Extracted data >>
□ □ □ □ □

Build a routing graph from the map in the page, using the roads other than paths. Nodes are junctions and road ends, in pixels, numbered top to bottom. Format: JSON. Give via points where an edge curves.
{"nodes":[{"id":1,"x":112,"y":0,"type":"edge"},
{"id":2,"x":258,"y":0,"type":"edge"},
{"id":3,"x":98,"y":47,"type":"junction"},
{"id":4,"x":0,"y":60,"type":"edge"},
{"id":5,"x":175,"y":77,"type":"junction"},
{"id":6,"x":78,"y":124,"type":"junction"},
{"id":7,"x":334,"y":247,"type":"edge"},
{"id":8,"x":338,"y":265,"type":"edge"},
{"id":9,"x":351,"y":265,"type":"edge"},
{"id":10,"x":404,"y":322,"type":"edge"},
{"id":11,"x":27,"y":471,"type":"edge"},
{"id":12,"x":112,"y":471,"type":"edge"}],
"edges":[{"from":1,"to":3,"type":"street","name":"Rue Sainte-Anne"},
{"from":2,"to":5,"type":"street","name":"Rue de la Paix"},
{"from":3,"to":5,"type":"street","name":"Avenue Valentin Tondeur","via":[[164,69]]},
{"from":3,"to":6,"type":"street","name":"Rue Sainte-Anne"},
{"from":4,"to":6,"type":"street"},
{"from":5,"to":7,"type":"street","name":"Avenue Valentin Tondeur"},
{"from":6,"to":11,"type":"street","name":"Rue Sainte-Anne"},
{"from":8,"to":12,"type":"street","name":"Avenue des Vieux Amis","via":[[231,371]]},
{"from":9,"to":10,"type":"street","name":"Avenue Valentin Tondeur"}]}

□ □ □ □ □

Task statement >> Among the lines above, which ones include the word "Avenue"? Copy them.

Exercise solution >>
{"from":3,"to":5,"type":"street","name":"Avenue Valentin Tondeur","via":[[164,69]]},
{"from":5,"to":7,"type":"street","name":"Avenue Valentin Tondeur"},
{"from":8,"to":12,"type":"street","name":"Avenue des Vieux Amis","via":[[231,371]]},
{"from":9,"to":10,"type":"street","name":"Avenue Valentin Tondeur"}]}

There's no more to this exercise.